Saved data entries
***
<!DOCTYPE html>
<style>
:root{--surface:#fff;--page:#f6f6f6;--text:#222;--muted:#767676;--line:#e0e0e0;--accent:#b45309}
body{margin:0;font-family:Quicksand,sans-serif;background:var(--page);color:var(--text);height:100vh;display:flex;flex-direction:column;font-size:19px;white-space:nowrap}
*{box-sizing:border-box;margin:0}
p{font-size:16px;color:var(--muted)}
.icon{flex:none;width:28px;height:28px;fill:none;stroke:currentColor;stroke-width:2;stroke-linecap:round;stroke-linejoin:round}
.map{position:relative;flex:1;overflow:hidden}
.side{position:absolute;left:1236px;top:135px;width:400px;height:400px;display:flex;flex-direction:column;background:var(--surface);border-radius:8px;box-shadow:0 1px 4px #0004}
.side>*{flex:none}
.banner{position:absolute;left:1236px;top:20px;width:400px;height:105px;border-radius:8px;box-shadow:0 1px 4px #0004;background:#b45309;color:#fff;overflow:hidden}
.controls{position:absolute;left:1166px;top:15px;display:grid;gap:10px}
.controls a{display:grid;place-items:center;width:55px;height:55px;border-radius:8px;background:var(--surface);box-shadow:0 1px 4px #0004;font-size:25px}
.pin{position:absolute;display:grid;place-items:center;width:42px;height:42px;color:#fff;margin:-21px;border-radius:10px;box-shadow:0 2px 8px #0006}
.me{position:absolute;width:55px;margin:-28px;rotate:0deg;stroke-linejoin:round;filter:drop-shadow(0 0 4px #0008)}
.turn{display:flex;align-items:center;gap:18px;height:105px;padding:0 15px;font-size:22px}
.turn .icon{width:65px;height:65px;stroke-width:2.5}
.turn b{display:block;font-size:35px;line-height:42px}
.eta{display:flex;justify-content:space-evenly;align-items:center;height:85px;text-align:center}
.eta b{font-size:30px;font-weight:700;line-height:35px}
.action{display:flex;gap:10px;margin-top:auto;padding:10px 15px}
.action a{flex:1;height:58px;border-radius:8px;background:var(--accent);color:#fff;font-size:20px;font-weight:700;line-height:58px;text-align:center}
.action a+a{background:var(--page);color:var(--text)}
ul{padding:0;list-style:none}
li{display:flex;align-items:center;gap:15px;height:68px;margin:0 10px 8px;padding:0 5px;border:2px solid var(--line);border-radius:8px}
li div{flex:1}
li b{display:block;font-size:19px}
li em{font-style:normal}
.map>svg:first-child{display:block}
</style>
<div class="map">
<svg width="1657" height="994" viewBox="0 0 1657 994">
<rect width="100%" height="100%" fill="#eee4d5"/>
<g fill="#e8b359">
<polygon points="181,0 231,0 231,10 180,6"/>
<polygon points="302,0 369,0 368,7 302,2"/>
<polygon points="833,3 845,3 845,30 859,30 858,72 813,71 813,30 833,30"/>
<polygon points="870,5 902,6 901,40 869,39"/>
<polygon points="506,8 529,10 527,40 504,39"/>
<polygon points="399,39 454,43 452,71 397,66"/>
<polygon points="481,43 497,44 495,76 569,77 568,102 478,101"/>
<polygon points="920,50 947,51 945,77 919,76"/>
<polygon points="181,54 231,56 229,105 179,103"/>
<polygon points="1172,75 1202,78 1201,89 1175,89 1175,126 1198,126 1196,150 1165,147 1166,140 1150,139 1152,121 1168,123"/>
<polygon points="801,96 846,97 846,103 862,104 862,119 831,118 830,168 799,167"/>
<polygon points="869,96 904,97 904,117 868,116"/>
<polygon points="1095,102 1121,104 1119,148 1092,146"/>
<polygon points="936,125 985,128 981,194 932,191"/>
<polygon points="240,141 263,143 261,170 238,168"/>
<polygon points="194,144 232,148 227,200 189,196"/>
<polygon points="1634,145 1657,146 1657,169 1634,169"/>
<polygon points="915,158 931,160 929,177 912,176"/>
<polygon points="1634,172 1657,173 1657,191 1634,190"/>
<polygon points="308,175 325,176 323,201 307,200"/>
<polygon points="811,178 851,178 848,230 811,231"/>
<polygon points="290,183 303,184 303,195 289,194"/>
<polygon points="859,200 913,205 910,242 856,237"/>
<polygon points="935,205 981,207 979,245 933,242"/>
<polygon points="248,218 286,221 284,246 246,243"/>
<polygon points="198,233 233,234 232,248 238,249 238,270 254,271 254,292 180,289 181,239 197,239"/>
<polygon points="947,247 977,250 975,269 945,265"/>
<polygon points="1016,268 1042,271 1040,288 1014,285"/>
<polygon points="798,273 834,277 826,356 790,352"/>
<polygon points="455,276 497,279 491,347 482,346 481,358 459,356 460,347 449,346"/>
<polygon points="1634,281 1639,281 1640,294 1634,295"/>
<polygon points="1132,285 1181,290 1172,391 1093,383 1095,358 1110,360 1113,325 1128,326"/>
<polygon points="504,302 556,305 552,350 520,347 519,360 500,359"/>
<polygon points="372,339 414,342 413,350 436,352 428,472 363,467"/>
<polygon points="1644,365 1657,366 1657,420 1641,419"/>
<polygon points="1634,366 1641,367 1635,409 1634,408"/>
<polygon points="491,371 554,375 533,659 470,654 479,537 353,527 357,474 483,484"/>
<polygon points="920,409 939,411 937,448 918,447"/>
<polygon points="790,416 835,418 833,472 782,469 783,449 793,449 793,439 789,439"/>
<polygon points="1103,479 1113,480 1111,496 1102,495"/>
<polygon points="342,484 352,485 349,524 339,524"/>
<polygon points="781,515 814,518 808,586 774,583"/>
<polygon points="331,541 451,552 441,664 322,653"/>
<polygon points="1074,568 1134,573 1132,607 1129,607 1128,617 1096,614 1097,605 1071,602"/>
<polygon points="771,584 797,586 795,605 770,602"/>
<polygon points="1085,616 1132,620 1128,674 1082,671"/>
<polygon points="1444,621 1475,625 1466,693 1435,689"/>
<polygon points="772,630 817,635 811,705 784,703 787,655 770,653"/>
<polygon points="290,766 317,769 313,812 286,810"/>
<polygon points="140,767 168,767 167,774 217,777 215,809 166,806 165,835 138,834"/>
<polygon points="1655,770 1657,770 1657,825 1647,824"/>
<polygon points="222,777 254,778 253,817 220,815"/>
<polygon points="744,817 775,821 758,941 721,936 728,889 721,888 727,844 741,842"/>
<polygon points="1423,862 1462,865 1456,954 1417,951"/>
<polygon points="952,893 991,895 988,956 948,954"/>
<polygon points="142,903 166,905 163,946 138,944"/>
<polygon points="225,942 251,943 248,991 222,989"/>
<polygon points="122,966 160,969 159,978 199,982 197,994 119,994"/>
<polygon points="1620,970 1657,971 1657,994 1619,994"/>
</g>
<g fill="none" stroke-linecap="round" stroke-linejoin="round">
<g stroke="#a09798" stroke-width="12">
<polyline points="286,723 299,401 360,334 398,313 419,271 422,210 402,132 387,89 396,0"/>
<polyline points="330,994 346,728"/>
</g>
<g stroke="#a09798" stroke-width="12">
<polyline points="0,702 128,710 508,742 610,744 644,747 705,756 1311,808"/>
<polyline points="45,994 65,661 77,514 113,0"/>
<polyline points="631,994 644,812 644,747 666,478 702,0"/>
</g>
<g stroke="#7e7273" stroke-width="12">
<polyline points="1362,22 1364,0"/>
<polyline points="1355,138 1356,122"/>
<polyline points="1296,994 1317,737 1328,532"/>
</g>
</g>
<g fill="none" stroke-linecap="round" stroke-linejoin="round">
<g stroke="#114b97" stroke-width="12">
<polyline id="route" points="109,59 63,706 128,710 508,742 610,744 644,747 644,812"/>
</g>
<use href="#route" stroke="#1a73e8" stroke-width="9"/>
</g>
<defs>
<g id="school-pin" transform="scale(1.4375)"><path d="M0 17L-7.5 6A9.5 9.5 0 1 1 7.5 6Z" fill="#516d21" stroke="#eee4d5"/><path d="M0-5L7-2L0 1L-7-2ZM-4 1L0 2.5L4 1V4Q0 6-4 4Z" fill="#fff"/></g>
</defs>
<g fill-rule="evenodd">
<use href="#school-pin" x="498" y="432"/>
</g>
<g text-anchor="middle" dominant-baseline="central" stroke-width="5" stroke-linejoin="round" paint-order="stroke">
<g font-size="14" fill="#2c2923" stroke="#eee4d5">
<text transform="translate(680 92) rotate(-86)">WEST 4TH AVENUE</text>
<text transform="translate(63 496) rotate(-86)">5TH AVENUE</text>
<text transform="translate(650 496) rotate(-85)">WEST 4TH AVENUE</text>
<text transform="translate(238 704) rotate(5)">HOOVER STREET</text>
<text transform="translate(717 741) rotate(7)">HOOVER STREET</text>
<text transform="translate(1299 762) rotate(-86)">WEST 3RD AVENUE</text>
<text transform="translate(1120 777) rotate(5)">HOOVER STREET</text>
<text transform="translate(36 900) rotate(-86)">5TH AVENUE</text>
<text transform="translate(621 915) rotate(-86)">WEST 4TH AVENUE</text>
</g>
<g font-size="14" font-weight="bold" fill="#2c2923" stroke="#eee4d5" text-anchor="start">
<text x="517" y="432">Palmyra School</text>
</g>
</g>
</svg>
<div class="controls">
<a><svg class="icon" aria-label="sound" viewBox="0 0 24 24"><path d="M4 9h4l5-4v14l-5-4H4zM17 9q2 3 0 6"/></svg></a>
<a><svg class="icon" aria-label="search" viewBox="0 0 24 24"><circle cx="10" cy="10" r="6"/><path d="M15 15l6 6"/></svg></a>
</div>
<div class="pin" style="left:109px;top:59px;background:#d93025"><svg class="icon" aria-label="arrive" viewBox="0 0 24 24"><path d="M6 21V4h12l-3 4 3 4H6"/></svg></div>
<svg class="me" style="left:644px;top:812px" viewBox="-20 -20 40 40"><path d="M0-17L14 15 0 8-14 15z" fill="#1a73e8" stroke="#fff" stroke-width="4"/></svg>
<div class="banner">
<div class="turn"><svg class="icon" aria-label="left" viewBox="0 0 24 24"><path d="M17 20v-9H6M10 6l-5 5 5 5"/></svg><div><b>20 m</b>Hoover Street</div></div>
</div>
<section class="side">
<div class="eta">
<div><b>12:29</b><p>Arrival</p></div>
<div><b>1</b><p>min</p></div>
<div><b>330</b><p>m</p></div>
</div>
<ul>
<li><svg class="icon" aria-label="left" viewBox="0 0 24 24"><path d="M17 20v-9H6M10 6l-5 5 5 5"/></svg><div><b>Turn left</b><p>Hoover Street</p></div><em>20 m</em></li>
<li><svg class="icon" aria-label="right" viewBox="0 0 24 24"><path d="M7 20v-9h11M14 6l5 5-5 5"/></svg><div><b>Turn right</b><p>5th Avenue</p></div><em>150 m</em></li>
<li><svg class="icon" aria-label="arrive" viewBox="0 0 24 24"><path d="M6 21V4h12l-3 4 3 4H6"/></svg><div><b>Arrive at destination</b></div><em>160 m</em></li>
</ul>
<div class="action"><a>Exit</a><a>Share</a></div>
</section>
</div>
***
> **Task directions**
Pull out all lines in the data above that include "grid".

> **Result of the task**
.controls{position:absolute;left:1166px;top:15px;display:grid;gap:10px}
.controls a{display:grid;place-items:center;width:55px;height:55px;border-radius:8px;background:var(--surface);box-shadow:0 1px 4px #0004;font-size:25px}
.pin{position:absolute;display:grid;place-items:center;width:42px;height:42px;color:#fff;margin:-21px;border-radius:10px;box-shadow:0 2px 8px #0006}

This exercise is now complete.